- PROMPT
Count the lines below that hold the word "name" and say how many, with no other text.

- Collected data
=== Begin Enclosure ===
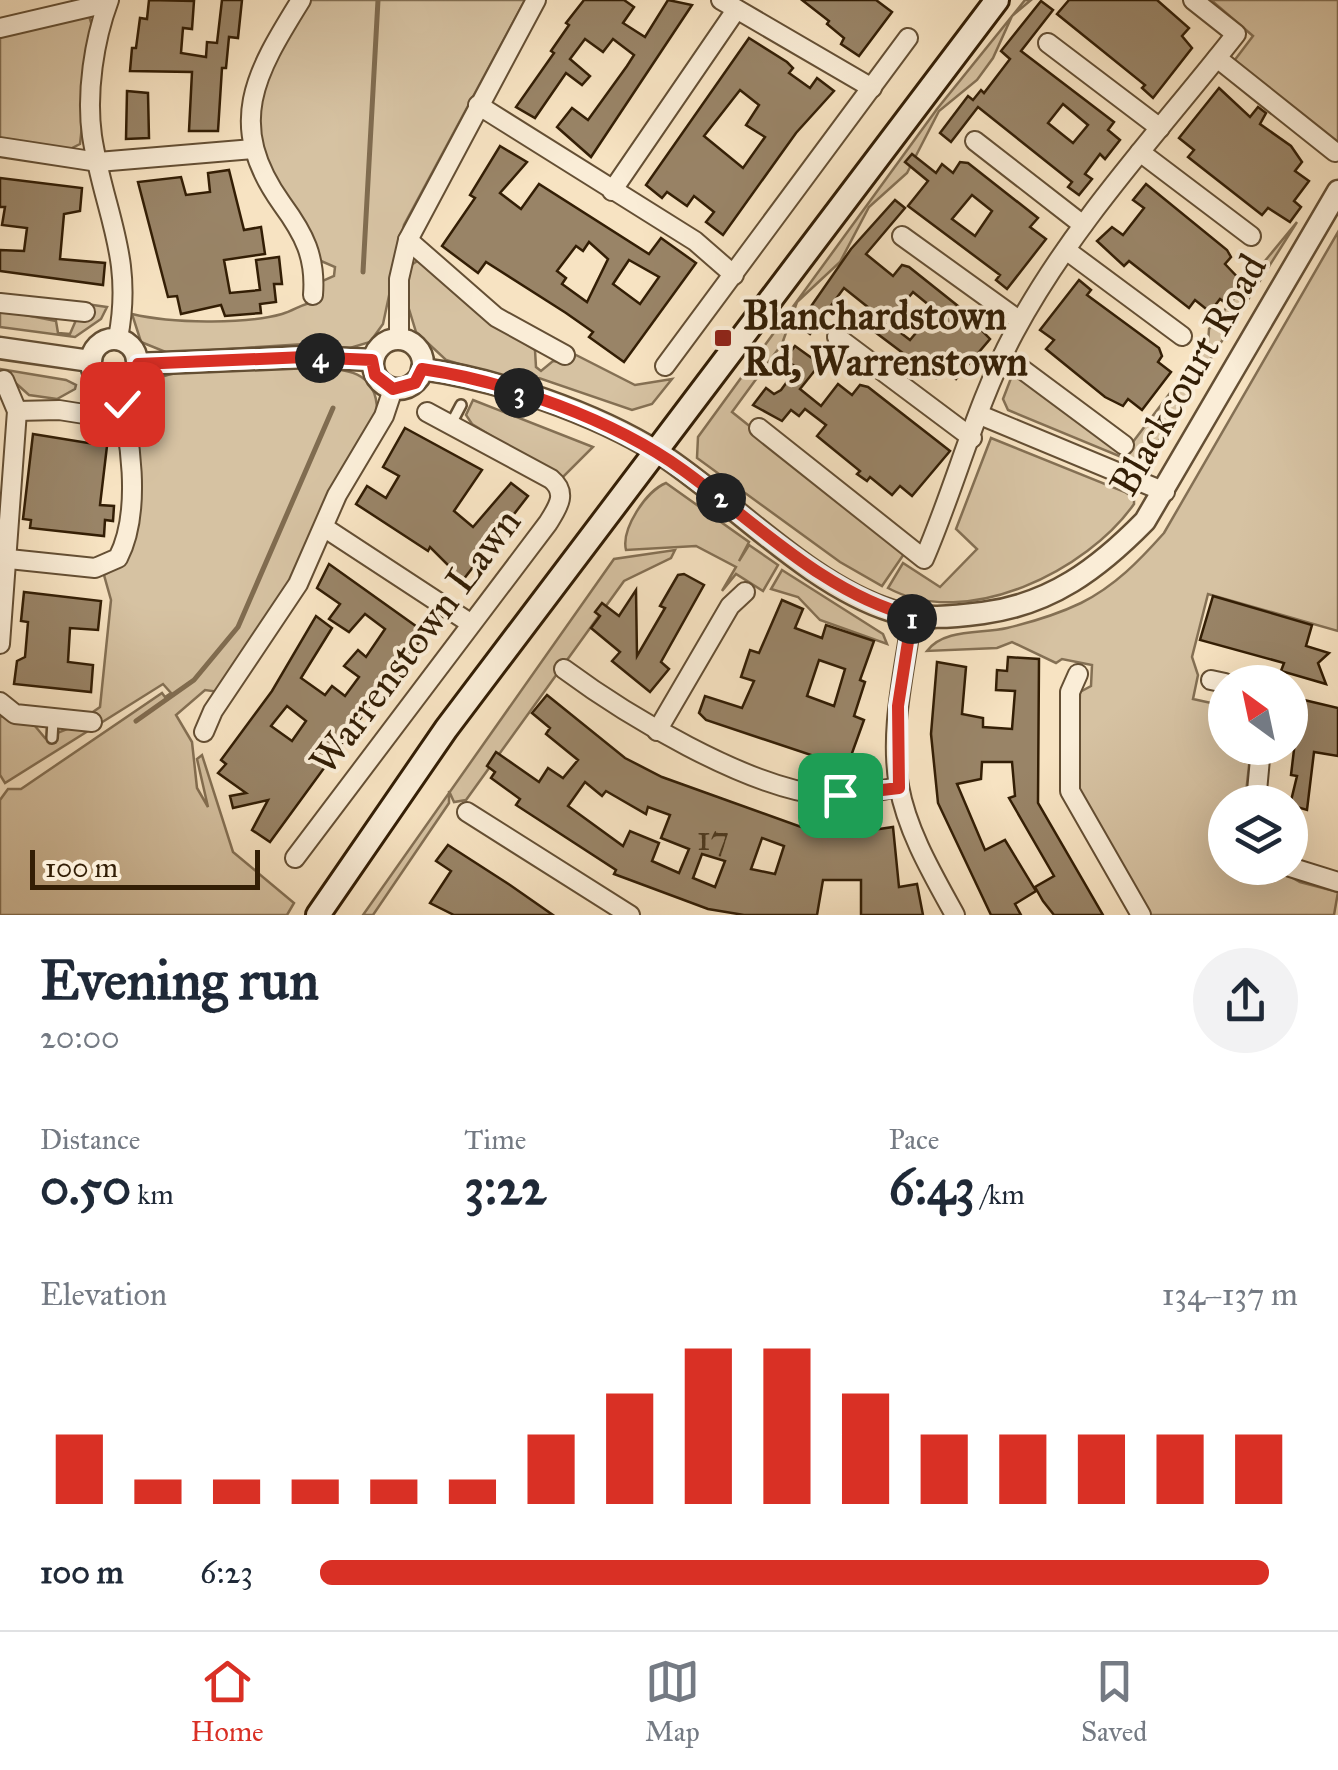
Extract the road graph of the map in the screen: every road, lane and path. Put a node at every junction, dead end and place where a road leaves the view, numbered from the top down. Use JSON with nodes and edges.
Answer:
{"nodes":[{"id":1,"x":300,"y":0,"type":"edge"},
{"id":2,"x":536,"y":0,"type":"edge"},
{"id":3,"x":997,"y":0,"type":"edge"},
{"id":4,"x":1193,"y":0,"type":"edge"},
{"id":5,"x":108,"y":2,"type":"edge"},
{"id":6,"x":729,"y":5,"type":"edge"},
{"id":7,"x":0,"y":28,"type":"edge"},
{"id":8,"x":1048,"y":43,"type":"dead end"},
{"id":9,"x":906,"y":49,"type":"dead end"},
{"id":10,"x":1217,"y":58,"type":"junction"},
{"id":11,"x":872,"y":88,"type":"junction"},
{"id":12,"x":478,"y":105,"type":"junction"},
{"id":13,"x":1160,"y":128,"type":"junction"},
{"id":14,"x":975,"y":141,"type":"dead end"},
{"id":15,"x":0,"y":147,"type":"edge"},
{"id":16,"x":253,"y":149,"type":"junction"},
{"id":17,"x":1140,"y":152,"type":"junction"},
{"id":18,"x":1335,"y":152,"type":"dead end"},
{"id":19,"x":98,"y":162,"type":"junction"},
{"id":20,"x":612,"y":191,"type":"junction"},
{"id":21,"x":1338,"y":192,"type":"edge"},
{"id":22,"x":1083,"y":225,"type":"junction"},
{"id":23,"x":902,"y":236,"type":"dead end"},
{"id":24,"x":1251,"y":236,"type":"dead end"},
{"id":25,"x":408,"y":240,"type":"junction"},
{"id":26,"x":1066,"y":250,"type":"junction"},
{"id":27,"x":734,"y":275,"type":"junction"},
{"id":28,"x":313,"y":296,"type":"dead end"},
{"id":29,"x":0,"y":303,"type":"edge"},
{"id":30,"x":73,"y":316,"type":"dead end"},
{"id":31,"x":1020,"y":321,"type":"junction"},
{"id":32,"x":1182,"y":336,"type":"dead end"},
{"id":33,"x":836,"y":337,"type":"dead end"},
{"id":34,"x":118,"y":338,"type":"junction"},
{"id":35,"x":399,"y":339,"type":"junction"},
{"id":36,"x":0,"y":348,"type":"edge"},
{"id":37,"x":1003,"y":355,"type":"junction"},
{"id":38,"x":553,"y":356,"type":"dead end"},
{"id":39,"x":372,"y":360,"type":"junction"},
{"id":40,"x":90,"y":361,"type":"junction"},
{"id":41,"x":138,"y":364,"type":"junction"},
{"id":42,"x":665,"y":366,"type":"dead end"},
{"id":43,"x":422,"y":369,"type":"junction"},
{"id":44,"x":4,"y":380,"type":"dead end"},
{"id":45,"x":116,"y":386,"type":"junction"},
{"id":46,"x":393,"y":389,"type":"junction"},
{"id":47,"x":17,"y":412,"type":"junction"},
{"id":48,"x":428,"y":412,"type":"dead end"},
{"id":49,"x":980,"y":415,"type":"junction"},
{"id":50,"x":96,"y":416,"type":"dead end"},
{"id":51,"x":759,"y":428,"type":"dead end"},
{"id":52,"x":972,"y":438,"type":"junction"},
{"id":53,"x":1124,"y":445,"type":"dead end"},
{"id":54,"x":657,"y":452,"type":"junction"},
{"id":55,"x":1165,"y":492,"type":"junction"},
{"id":56,"x":325,"y":528,"type":"junction"},
{"id":57,"x":10,"y":559,"type":"junction"},
{"id":58,"x":745,"y":592,"type":"dead end"},
{"id":59,"x":912,"y":616,"type":"junction"},
{"id":60,"x":470,"y":623,"type":"junction"},
{"id":61,"x":0,"y":644,"type":"edge"},
{"id":62,"x":564,"y":669,"type":"dead end"},
{"id":63,"x":1078,"y":674,"type":"dead end"},
{"id":64,"x":4,"y":706,"type":"edge"},
{"id":65,"x":92,"y":722,"type":"dead end"},
{"id":66,"x":657,"y":731,"type":"junction"},
{"id":67,"x":204,"y":732,"type":"dead end"},
{"id":68,"x":899,"y":788,"type":"junction"},
{"id":69,"x":466,"y":812,"type":"dead end"},
{"id":70,"x":296,"y":858,"type":"dead end"},
{"id":71,"x":1308,"y":873,"type":"edge"},
{"id":72,"x":1338,"y":882,"type":"edge"},
{"id":73,"x":318,"y":915,"type":"edge"},
{"id":74,"x":630,"y":915,"type":"edge"},
{"id":75,"x":955,"y":915,"type":"edge"},
{"id":76,"x":1141,"y":915,"type":"edge"}],
"edges":[{"from":1,"to":16,"type":"street"},
{"from":2,"to":12,"type":"street"},
{"from":3,"to":54,"type":"main road"},
{"from":4,"to":10,"type":"street"},
{"from":5,"to":7,"type":"street"},
{"from":5,"to":19,"type":"street"},
{"from":6,"to":11,"type":"street"},
{"from":6,"to":20,"type":"street"},
{"from":8,"to":13,"type":"street"},
{"from":9,"to":11,"type":"street"},
{"from":10,"to":13,"type":"street"},
{"from":10,"to":18,"type":"street"},
{"from":11,"to":27,"type":"street"},
{"from":12,"to":20,"type":"street"},
{"from":12,"to":25,"type":"street"},
{"from":13,"to":17,"type":"street"},
{"from":14,"to":22,"type":"street"},
{"from":15,"to":19,"type":"street"},
{"from":16,"to":19,"type":"street"},
{"from":16,"to":28,"type":"street"},
{"from":17,"to":22,"type":"street"},
{"from":17,"to":24,"type":"street"},
{"from":19,"to":34,"type":"street"},
{"from":20,"to":27,"type":"street"},
{"from":21,"to":55,"type":"street","name":"Blackcourt Road"},
{"from":22,"to":26,"type":"street"},
{"from":23,"to":31,"type":"street"},
{"from":25,"to":35,"type":"street"},
{"from":25,"to":38,"type":"street"},
{"from":26,"to":31,"type":"street"},
{"from":26,"to":32,"type":"street"},
{"from":27,"to":42,"type":"street"},
{"from":29,"to":30,"type":"street"},
{"from":31,"to":37,"type":"street"},
{"from":33,"to":52,"type":"street"},
{"from":34,"to":40,"type":"street"},
{"from":34,"to":41,"type":"street"},
{"from":35,"to":39,"type":"street"},
{"from":35,"to":43,"type":"street"},
{"from":36,"to":40,"type":"street"},
{"from":37,"to":49,"type":"street"},
{"from":37,"to":53,"type":"street"},
{"from":39,"to":41,"type":"street"},
{"from":39,"to":46,"type":"street"},
{"from":40,"to":45,"type":"street"},
{"from":41,"to":45,"type":"street"},
{"from":43,"to":46,"type":"street"},
{"from":43,"to":54,"type":"street","name":"Blackcourt Road"},
{"from":44,"to":47,"type":"street"},
{"from":45,"to":57,"type":"street"},
{"from":46,"to":56,"type":"street"},
{"from":47,"to":50,"type":"street"},
{"from":47,"to":57,"type":"street"},
{"from":48,"to":60,"type":"street","name":"Warrenstown Lawn"},
{"from":49,"to":52,"type":"street"},
{"from":49,"to":55,"type":"street"},
{"from":51,"to":52,"type":"street"},
{"from":54,"to":59,"type":"street","name":"Blackcourt Road"},
{"from":54,"to":73,"type":"main road"},
{"from":55,"to":59,"type":"street","name":"Blackcourt Road"},
{"from":56,"to":60,"type":"street"},
{"from":56,"to":67,"type":"street"},
{"from":57,"to":61,"type":"street"},
{"from":58,"to":66,"type":"street"},
{"from":59,"to":68,"type":"street"},
{"from":60,"to":70,"type":"street","name":"Warrenstown Lawn"},
{"from":62,"to":66,"type":"street"},
{"from":63,"to":76,"type":"street"},
{"from":64,"to":65,"type":"street"},
{"from":66,"to":68,"type":"street"},
{"from":68,"to":75,"type":"street"},
{"from":69,"to":74,"type":"street"},
{"from":71,"to":72,"type":"street"}]}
=== End Enclosure ===
- RESPONSE TO THIS TASK
6